START INFORMATION

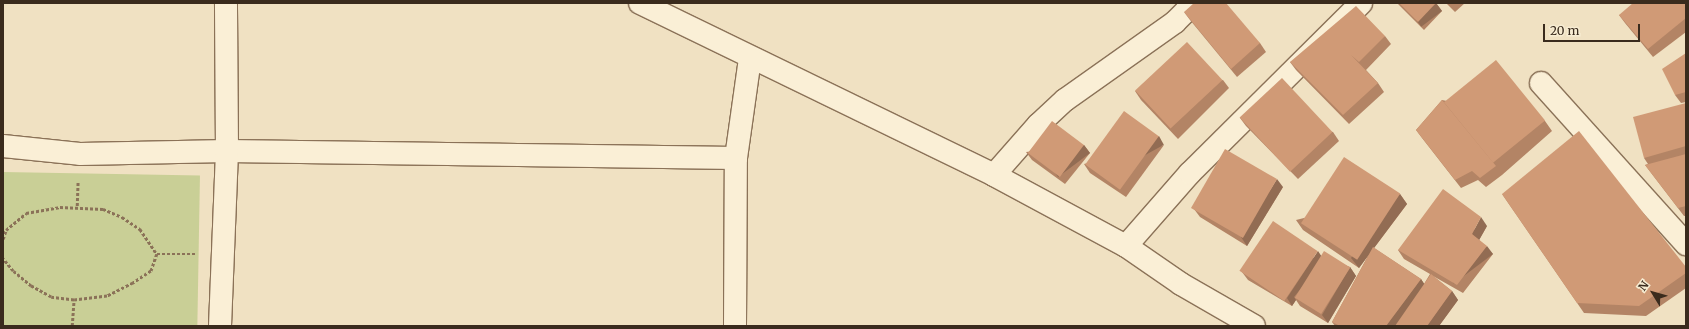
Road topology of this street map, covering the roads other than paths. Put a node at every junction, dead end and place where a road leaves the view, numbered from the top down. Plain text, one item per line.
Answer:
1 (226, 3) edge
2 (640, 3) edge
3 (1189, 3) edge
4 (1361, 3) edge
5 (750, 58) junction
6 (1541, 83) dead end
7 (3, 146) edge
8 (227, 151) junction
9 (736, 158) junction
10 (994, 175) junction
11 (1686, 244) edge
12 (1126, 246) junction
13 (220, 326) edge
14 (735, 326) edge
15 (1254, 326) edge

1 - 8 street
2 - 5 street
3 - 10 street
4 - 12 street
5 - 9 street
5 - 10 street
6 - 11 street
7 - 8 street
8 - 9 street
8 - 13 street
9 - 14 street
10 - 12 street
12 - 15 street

END INFORMATION

**TASK PROMPT:** Transcribe the listing exactly, skipping pictures.

**OUTPUT FOR THIS TASK:**
Road topology of this street map, covering the roads other than paths. Put a node at every junction, dead end and place where a road leaves the view, numbered from the top down. Plain text, one item per line.
Answer:
1 (226, 3) edge
2 (640, 3) edge
3 (1189, 3) edge
4 (1361, 3) edge
5 (750, 58) junction
6 (1541, 83) dead end
7 (3, 146) edge
8 (227, 151) junction
9 (736, 158) junction
10 (994, 175) junction
11 (1686, 244) edge
12 (1126, 246) junction
13 (220, 326) edge
14 (735, 326) edge
15 (1254, 326) edge

1 - 8 street
2 - 5 street
3 - 10 street
4 - 12 street
5 - 9 street
5 - 10 street
6 - 11 street
7 - 8 street
8 - 9 street
8 - 13 street
9 - 14 street
10 - 12 street
12 - 15 street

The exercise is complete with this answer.